Implement a subclass of `embed_train.models.Model`:

```python
from transformers import AutoModel

from embed_train.models import EmbedderModel


class MyModelWrapper(EmbedderModel):
    def __init__(self, config):
        super().__init__(config)
        self.model = AutoModel.from_pretrained(config.model_name_or_path)

    def backbone(self):
        return self.model
```

### Add a Custom PyTorch Trainer

Subclass `embed_train.train.trainers.torch.PyTorchTrainer` and implement:

- `_encode_query(...)`
- `_encode_documents(...)`

This is the right place to define pooling, projection heads, shared or separate encoders, and any custom forward behavior.

### Add a Custom Dataset

Subclass `TorchDataset` when you need a different row shape or data-loading strategy.

The built-in datasets show these common patterns:

- grouped query -> many positives
- flattened query -> single positive
- flattened query -> single positive plus mined hard negatives

### Add a Custom Collate Function

Subclass `CollateFn` and implement `_process_batch(batch)`.
Return two string lists:

- queries
- candidate documents

The base class handles processor application and tokenizer calls.

### Add a Custom Loss

Subclass `embed_train.train.trainers.torch.loss.Loss` and implement `_get_loss(q_emb, c_emb)`.

## Output Conventions

### PyTorch Trainer

- TensorBoard logs: `data_dir/tensorboard/runs/<run_name>`
- Checkpoints: `data_dir/checkpoints/<run_name>/epoch_XXXX.pt`

### SentenceTransformers Trainer

- checkpoints under `data_dir/checkpoints/...`

### PushToHFRunner

- local repository saved in `hf.repo`
- optional upload to Hugging Face Hub when `push=True`

## Best Practices When Using This Library

- Treat `settings.py` as the contract for supported configuration.
- Keep your custom classes importable from stable module paths.
- Prefer explicit Python settings construction while iterating locally; add YAML once the pipeline is stable.
- Keep `save_steps`, `eval_steps`, and `logging_steps` aligned in SentenceTransformers configs.
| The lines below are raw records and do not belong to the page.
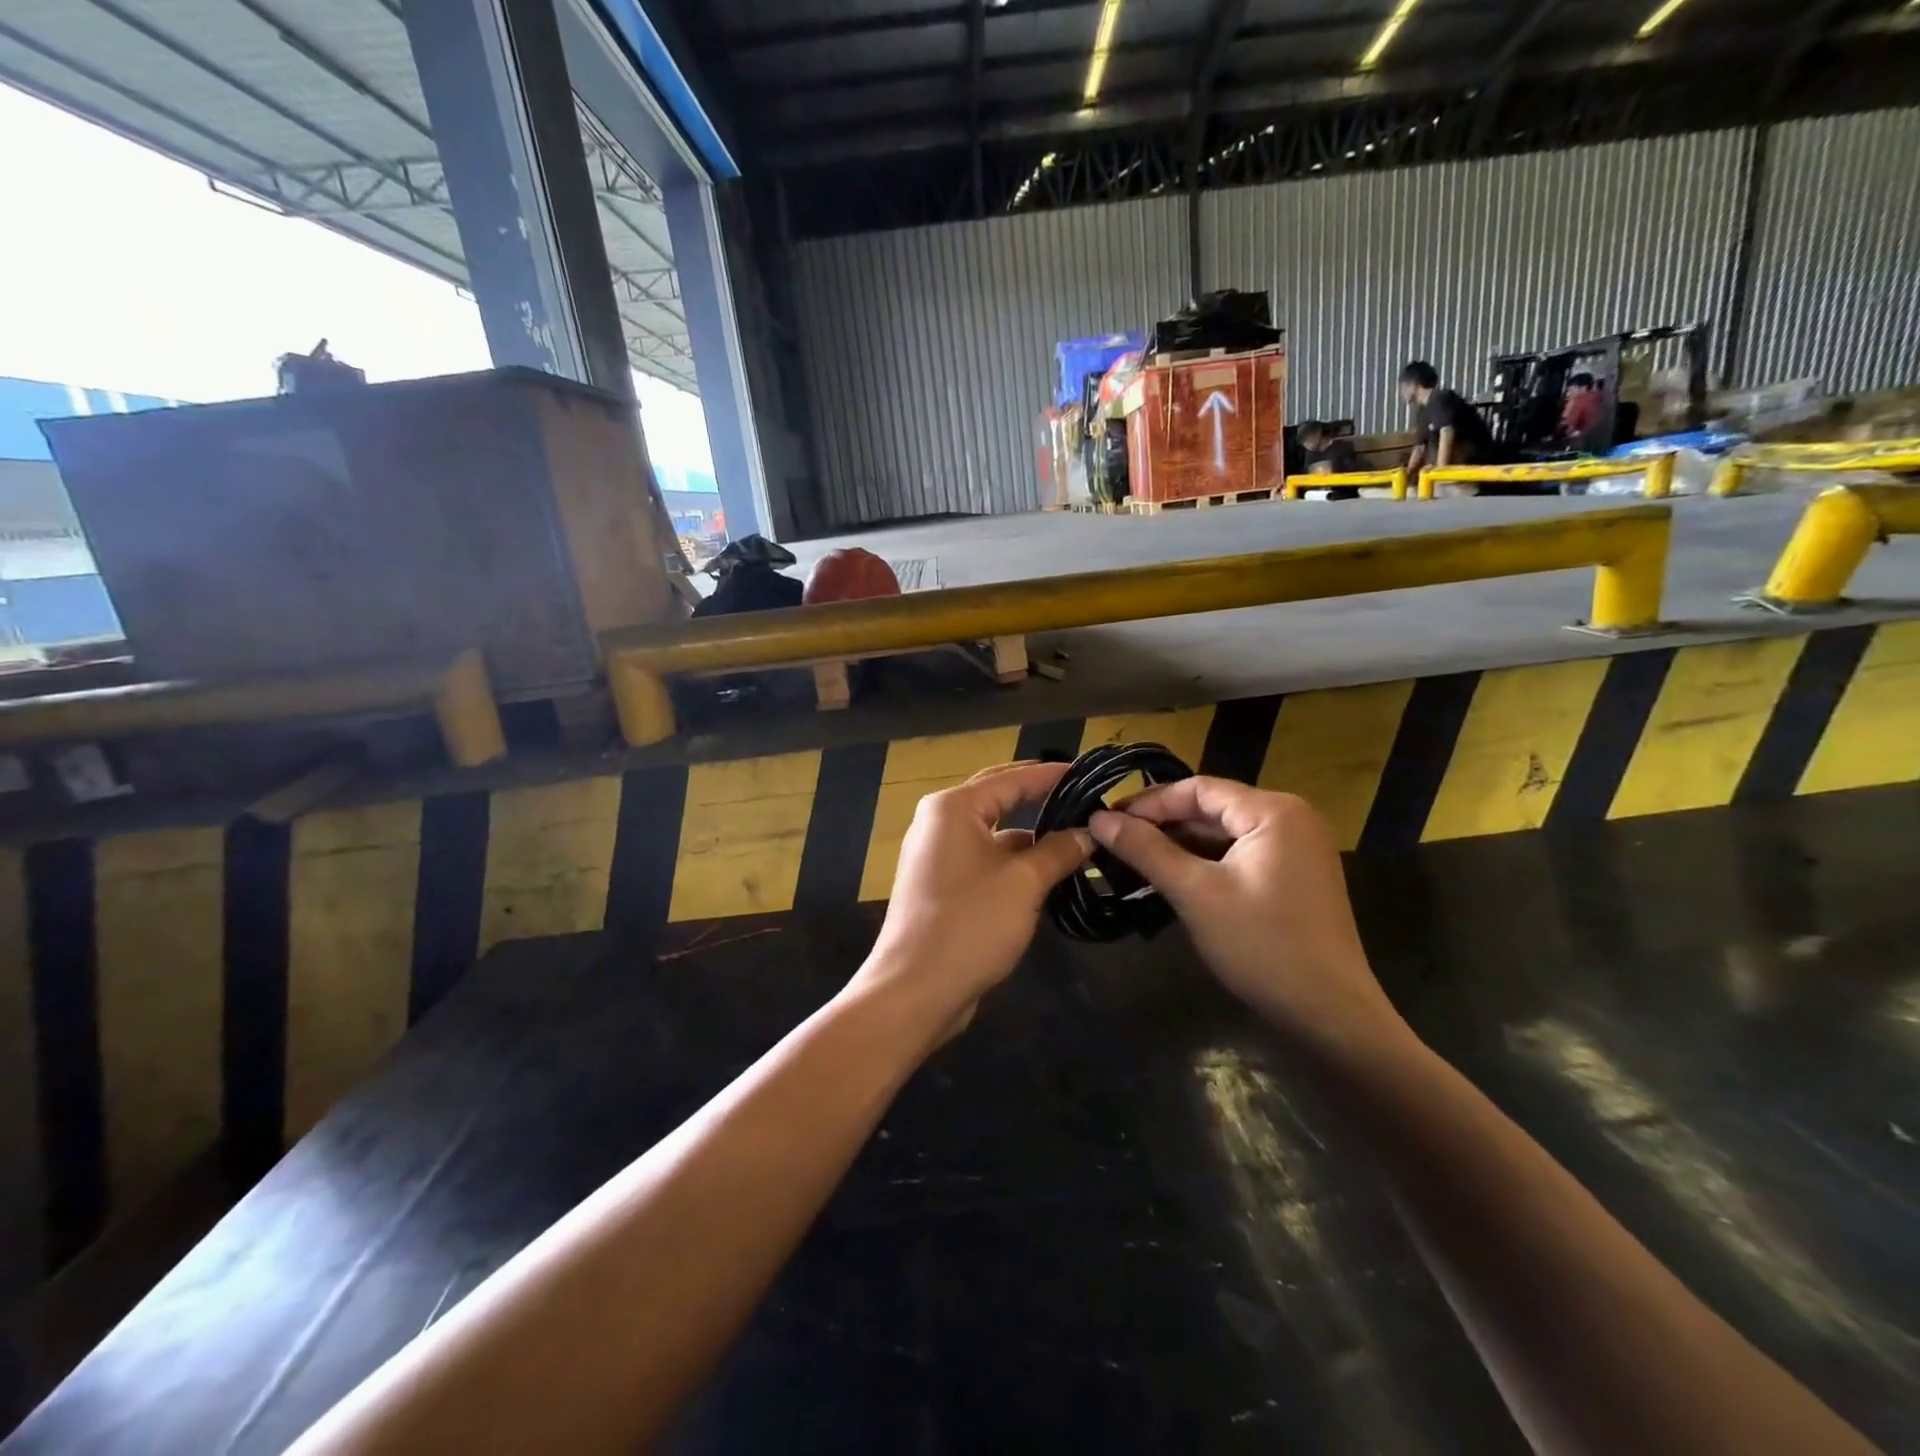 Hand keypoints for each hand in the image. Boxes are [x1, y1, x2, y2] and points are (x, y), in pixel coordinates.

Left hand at [852, 762, 1091, 1036]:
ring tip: (1077, 839)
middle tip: (1084, 799)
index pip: (1012, 778)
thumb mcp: (1024, 883)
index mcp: (953, 808)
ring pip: (994, 833)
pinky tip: (1048, 873)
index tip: (1091, 775)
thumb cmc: (970, 924)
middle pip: (999, 798)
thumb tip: (1088, 833)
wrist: (915, 990)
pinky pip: (984, 859)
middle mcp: (940, 822)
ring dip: (1031, 836)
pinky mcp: (941, 884)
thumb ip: (1058, 851)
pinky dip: (1014, 862)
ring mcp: (937, 854)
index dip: (1052, 775)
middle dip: (1041, 798)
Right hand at [1090, 778, 1409, 1059]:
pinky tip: (1171, 877)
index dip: (1149, 802)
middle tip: (1113, 839)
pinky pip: (1239, 855)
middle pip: (1212, 808)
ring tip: (1133, 858)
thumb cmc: (1263, 946)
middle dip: (1162, 823)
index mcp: (1275, 811)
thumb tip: (1098, 818)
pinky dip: (1204, 862)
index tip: (1107, 819)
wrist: (1331, 1015)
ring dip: (1180, 844)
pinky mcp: (1294, 876)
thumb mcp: (1196, 894)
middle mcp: (1291, 819)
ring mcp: (1297, 849)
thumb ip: (1146, 850)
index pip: (1198, 788)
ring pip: (1224, 833)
The library validates that `logging_steps <= eval_steps <= save_steps` and that `save_steps` is a multiple of `eval_steps`.
- Make checkpoint directories part of your experiment artifact strategy, not an afterthought.
- Use deterministic seeds in your own custom samplers and data preparation logic when reproducibility matters.
- Keep tokenizer and processor behavior documented together, since both affect embedding quality.
- Push model code alongside weights when using custom Hugging Face model implementations.


## Development

Common local commands:

```bash
make dev-install
make ci
```

## Testing

The repository already contains:

- unit tests for settings, runners, losses, models, and utility behavior
- integration coverage for the train runner flow and dataset conversion behavior

Those tests are a good reference when you are unsure how a component is expected to behave.